Today my husband preformed a marriage ceremony for a young couple that we have been doing pre-marital counseling with. He did a great job and it is always fun to hear other people praise him for his kind and wise words. In these situations I find myself so proud to be his wife, but at the same time feel kind of awkward as 'the pastor's wife'. Not knowing much of the wedding party, I did a lot of wandering around, talking to random people, and doing a lot of small talk. I realized that people really don't know what to say. I heard a lot of 'Your husband did an amazing job', ' That was such a special ceremony', 'That was the best wedding I have ever been to'. I don't disagree with any of those things, but it is sort of a dead end conversation. It was actually kind of exhausting. I was appriciated by a few for doing their counseling, which was really nice. I guess I don't feel like I fit the 'pastor's wife' mold (which I am glad about).
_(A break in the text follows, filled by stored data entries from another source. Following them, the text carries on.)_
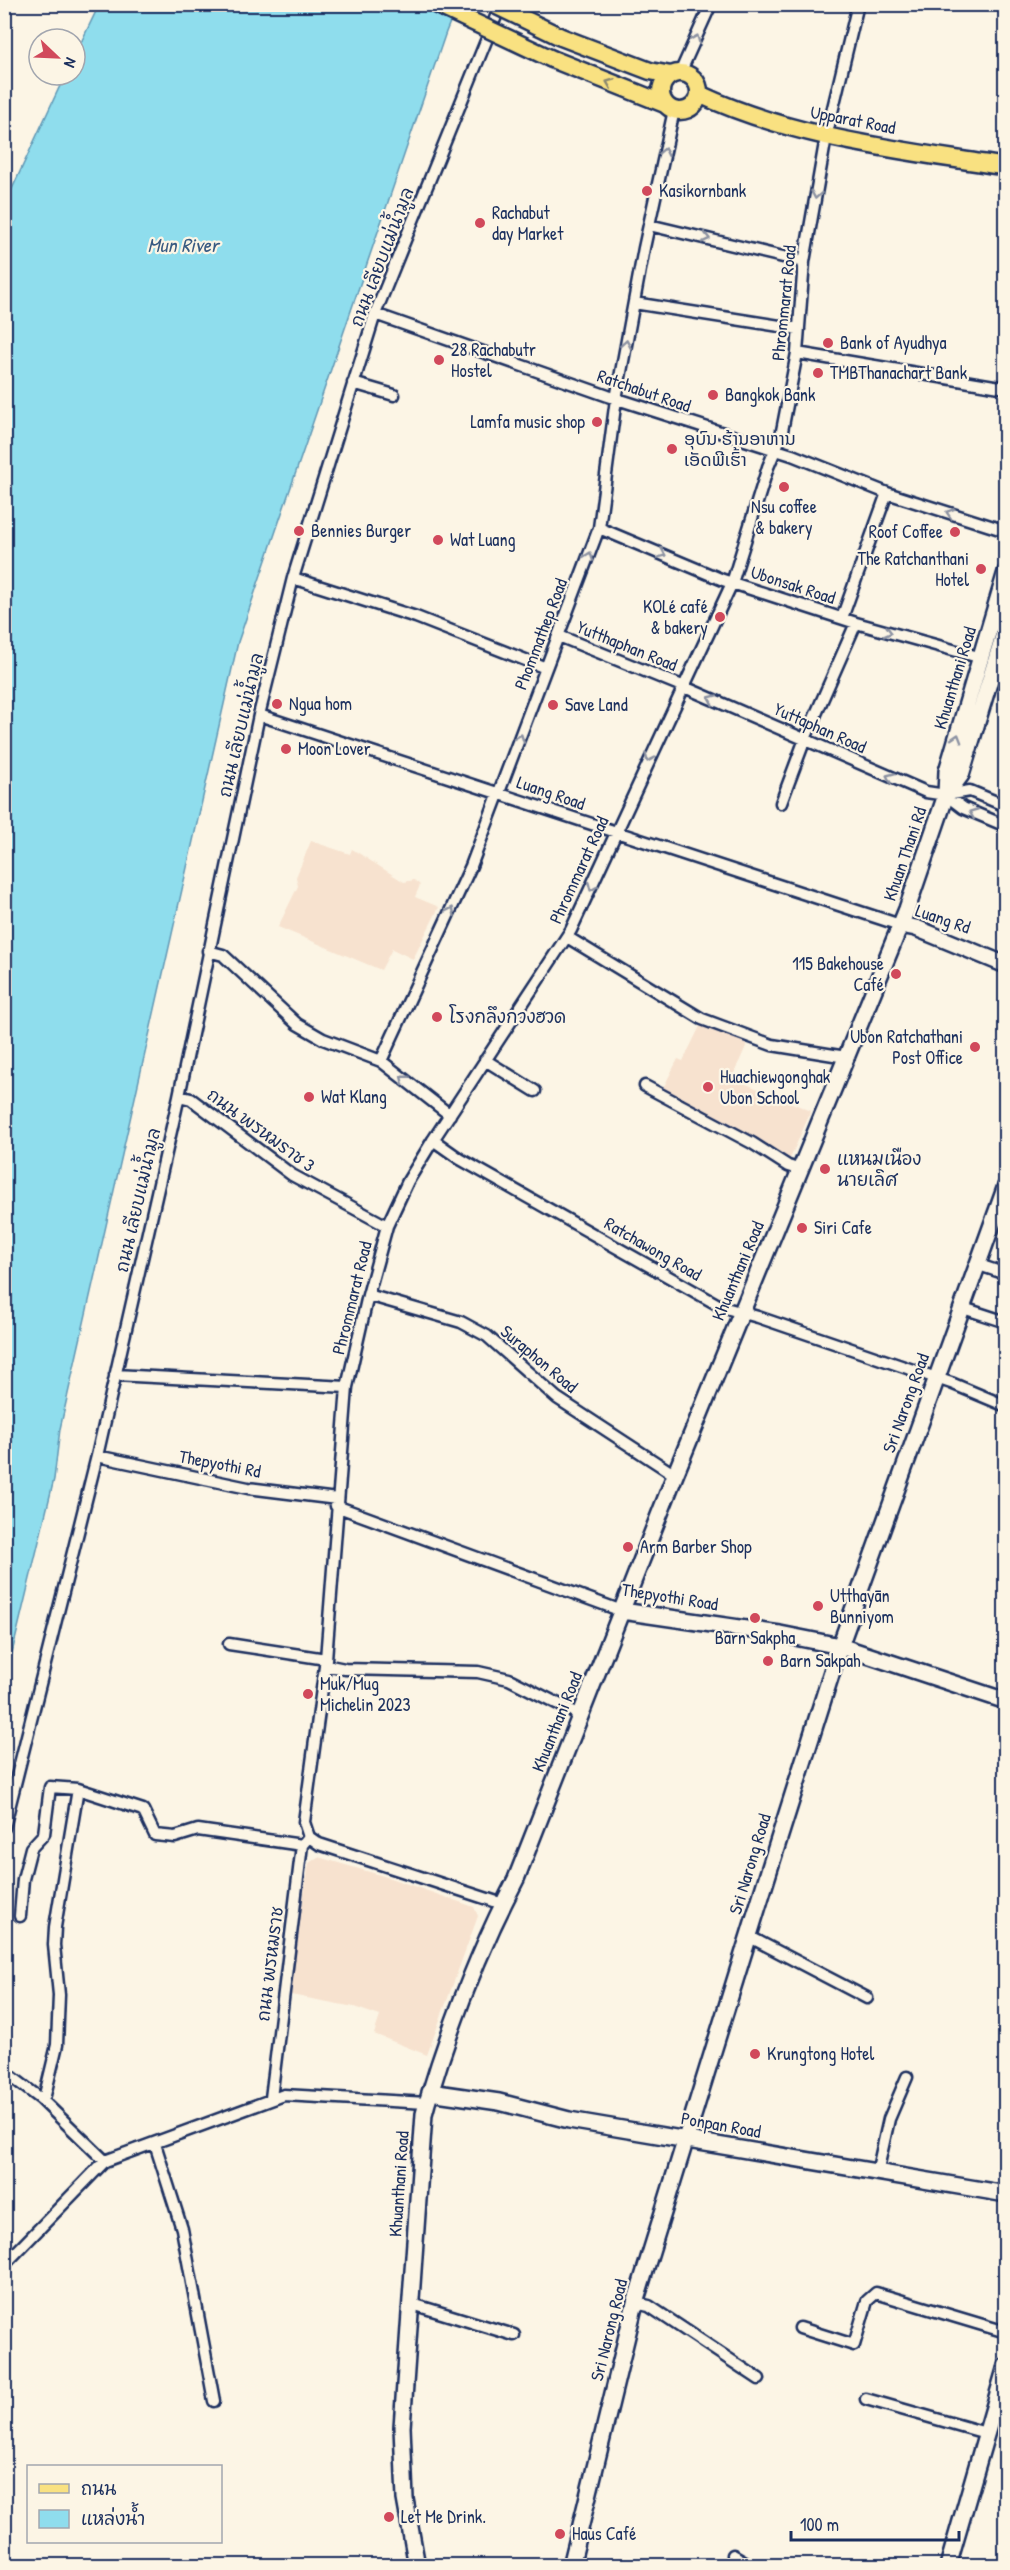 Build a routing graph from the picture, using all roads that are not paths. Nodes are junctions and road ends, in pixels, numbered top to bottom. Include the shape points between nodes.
1 (435, 4) edge
2 (493, 4) edge
3 (501, 4) edge
4 (711, 4) edge
5 (858, 4) edge
6 (675, 74) junction
7 (699, 94) junction
8 (669, 107) junction
9 (826, 137) junction
10 (1005, 167) edge
11 (649, 225) junction
12 (804, 262) junction
13 (634, 303) junction
14 (375, 314) junction
15 (799, 329) junction
16 (797, 353) junction
17 (353, 383) junction
18 (1005, 388) edge
19 (394, 395) dead end
20 (616, 399) junction
21 (774, 452) junction
22 (887, 494) junction
23 (599, 528) junction
24 (1005, 531) edge
25 (1005, 572) edge
26 (293, 578) junction
27 (732, 583) junction
28 (842, 618) junction
29 (856, 623) junction
30 (1005, 627) edge
31 (559, 636) junction
32 (989, 659) junction
33 (546, 668) junction
34 (682, 686) junction
35 (259, 715) junction
36 (804, 739) junction
37 (499, 793) junction
38 (945, 795) junction
39 (781, 804) dead end
40 (1005, 806) edge
41 (1005, 826) edge
42 (614, 833) junction
43 (900, 925) junction
44 (567, 937) junction
45 (208, 951) junction
46 (1005, 965) edge
47 (846, 1057) junction
48 (381, 1060) junction
49 (485, 1060) junction
50 (645, 1086) dead end
51 (535, 1091) dead end
52 (179, 1096) junction
53 (450, 1115) junction
54 (433, 1140) junction
55 (801, 1170) junction
56 (1005, 1186) edge
57 (387, 1226) junction
58 (976, 1264) junction
59 (1005, 1274) edge
60 (368, 1294) junction
61 (960, 1307) junction
62 (742, 1313) junction
63 (1005, 1322) edge
64 (115, 1375) junction
65 (936, 1378) junction
66 (347, 1387) junction
67 (1005, 1406) edge
68 (97, 1456) junction
69 (675, 1475) junction
70 (336, 1502) junction
71 (622, 1611) junction
72 (229, 1644) dead end
73 (840, 1646) junction
74 (326, 1662) junction
75 (1005, 1701) edge
76 (580, 1715) junction
77 (78, 1789) junction
78 (4, 1828) edge
79 (306, 1841) junction
80 (502, 1904) junction
81 (20, 1916) dead end
82 (748, 1936) junction
83 (867, 1998) dead end
84 (4, 2071) edge
85 (907, 2077) dead end
86 (429, 2097) junction
87 (271, 2098) junction
88 (40, 2099) junction
89 (686, 2138) junction
90 (155, 2144) junction
91 (105, 2161) junction
92 (877, 2173) junction
93 (1005, 2194) edge
94 (4, 2265) edge
95 (409, 2303) junction
96 (635, 2303) junction
97 (800, 2328) dead end
98 (1005, 2332) edge
99 (514, 2335) dead end
100 (1005, 2366) edge
101 (759, 2379) dead end
102 (866, 2398) dead end
103 (214, 2401) dead end
104 (986, 2433) junction
105 (733, 2555) dead end
106 (417, 2565) edge
107 (571, 2565) edge
108 (752, 2565) edge
109 (948, 2565) edge

8 -> 1 main road, bridge via 552,59
2 - 6 main road, bridge via 561,37 650,71
3 - 14 street, ถนน เลียบแม่น้ำมูล
6 -> 4 street
5 - 9 street, Phrommarat Road
6 - 7 main road via 694,79
6 - 8 main road via 662,85
7 - 8 main road via 690,108
7 - 9 main road, Upparat Road
11 -> 8 street, Phommathep Road
9 - 10 main road, Upparat Road
9 -> 12 street, Phrommarat Road
11 -> 12 street
11 - 13 street, Phommathep Road
12 - 15 street, Phrommarat Road
13 - 15 street
20 -> 13 street, Phommathep Road
14 - 17 street, ถนน เลียบแม่น้ำมูล
14 - 20 street, Ratchabut Road
15 - 16 street, Phrommarat Road
16 - 18 street
16 - 21 street, Phrommarat Road via 781,436
17 - 19 street
17 - 26 street, ถนน เลียบแม่น้ำมูล
20 - 21 street, Ratchabut Road
20 - 23 street, Phommathep Road
21 - 22 street, Ratchabut Road
21 - 27 street, Phrommarat Road
24 -> 22 street, Ratchabut Road
22 - 28 street
23 -> 27 street, Ubonsak Road
31 -> 23 street, Phommathep Road
25 - 32 street, Khuanthani Road
26 - 33 street via 416,617
26 - 35 street, ถนน เลียบแม่น้ำมูล
27 - 28 street, Ubonsak Road
27 - 34 street, Phrommarat Road
28 - 29 street, Ubonsak Road
29 -> 32 street, Ubonsak Road
29 - 36 street
30 - 32 street
31 - 33 street, Phommathep Road
31 - 34 street, Yutthaphan Road
32 - 38 street, Khuan Thani Rd via 961,775
37 -> 33 street, Phommathep Road
36 -> 34 street, Yuttaphan Road
34 -> 42 street, Phrommarat Road
35 - 37 street, Luang Road
35 - 45 street, ถนน เลียบแม่น้ำมูล
38 -> 36 street, Yuttaphan Road via 926,792
36 - 39 street
37 - 42 street, Luang Road
48 -> 37 street, Phommathep Road via 471,866
38 - 40 street via 970,791
41 -> 38 street via 963,808
38 - 43 street, Khuan Thani Rd
42 - 43 street, Luang Road
42 -> 44 street, Phrommarat Road
43 - 46 street, Luang Rd
43 - 47 street, Khuanthani Road
44 - 47 street via 702,1019 772,1045
44 - 49 street, Phrommarat Road
45 - 48 street via 223,955 297,1024 323,1039
45 - 52 street, ถนน เลียบแม่น้ำมูล
47 - 55 street, Khuanthani Road
53 -> 48 street
49 - 51 street
49 - 53 street, Phrommarat Road
50 - 55 street
52 - 57 street, ถนน พรหมราช 3 via 191,1099 292,1175
52 - 64 street, ถนน เลียบแม่น้ำมูล
53 - 54 street, Phrommarat Road
54 - 57 street, Phrommarat Road
54 - 62 street, Ratchawong Road via 722,1307
55 - 62 street, Khuanthani Road
56 - 58 street, Sri Narong Road
57 - 60 street, Phrommarat Road
58 - 59 street
58 - 61 street, Sri Narong Road
60 - 66 street, Phrommarat Road
60 - 69 street, Suraphon Road via 461,1322 487,1336 558,1398
61 - 63 street
61 - 65 street, Sri Narong Road
62 - 65 street, Ratchawong Road
62 - 69 street, Khuanthani Road
64 - 66 street
64 - 68 street, ถนน เลียบแม่น้ำมูล
65 - 67 street, Ratchawong Road
65 - 73 street, Sri Narong Road
66 - 70 street, Phrommarat Road
68 - 70 street, Thepyothi Rd
68 - 78 street, ถนน เลียบแม่น้ำมูล
69 - 71 street, Khuanthani Road
70 - 71 street, Thepyothi Road
70 - 74 street, Phrommarat Road
71 - 73 street, Thepyothi Road
71 - 76 street, Khuanthani Road
72 - 74 street
73 - 75 street, Thepyothi Road
73 - 82 street, Sri Narong Road
74 - 76 street via 345,1669 478,1672 509,1679
74 - 79 street, Phrommarat Road via 304,1822
76 - 80 street, Khuanthani Road via 516,1879
77 - 79 street via 143,1810 156,1835 176,1836 198,1830
77 - 81 street via 50,1786 44,1834 30,1848
77 - 88 street via 54,1945 59,1995 57,2046 45,2095
79 - 80 street
79 - 87 street, ถนน พรหมราช
80 - 86 street, Khuanthani Road
82 - 83 street
82 - 89 street, Sri Narong Road
84 - 88 street
85 - 92 street via 889,2119
86 - 87 street
86 - 89 street, Ponpan Road via 499,2102 569,2120
86 - 95 street, Khuanthani Road via 424,2114
87 - 90 street
88 - 91 street
89 - 92 street, Ponpan Road
89 - 96 street, Sri Narong Road
90 - 91 street
90 - 103 street via 182,2229
91 - 94 street
92 - 93 street, Ponpan Road
95 - 99 street
95 - 106 street, Khuanthani Road via 402,2427 405,2499
96 - 101 street via 649,2306
96 - 107 street, Sri Narong Road
97 - 98 street via 854,2345 867,2301 876,2293
100 - 104 street
102 - 104 street
104 - 109 street
105 - 108 street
I haven't read this book, and probably never will. All I know is I enjoy doing ministry with my husband, love encouraging, and supporting him. Maybe that is what this book says, I don't know. I was amazed this book even existed when I did a google image search. As I think about it, the whole premise of a handbook for ministers' wives sounds uninviting. Anyway, I'm sure I have a lot more thoughts that are unformed at this point. So I will leave it at that.
We spent the rest of the evening with some old friends and new ones and had a great time eating dinner and hanging out, and that was refreshing. Now I am feeling a little tired and even a bit tired of talking. My hubby and I are watching some late night tv to wind down and then will go to bed later than we should, as usual. I am really looking forward to our vacation starting on Tuesday.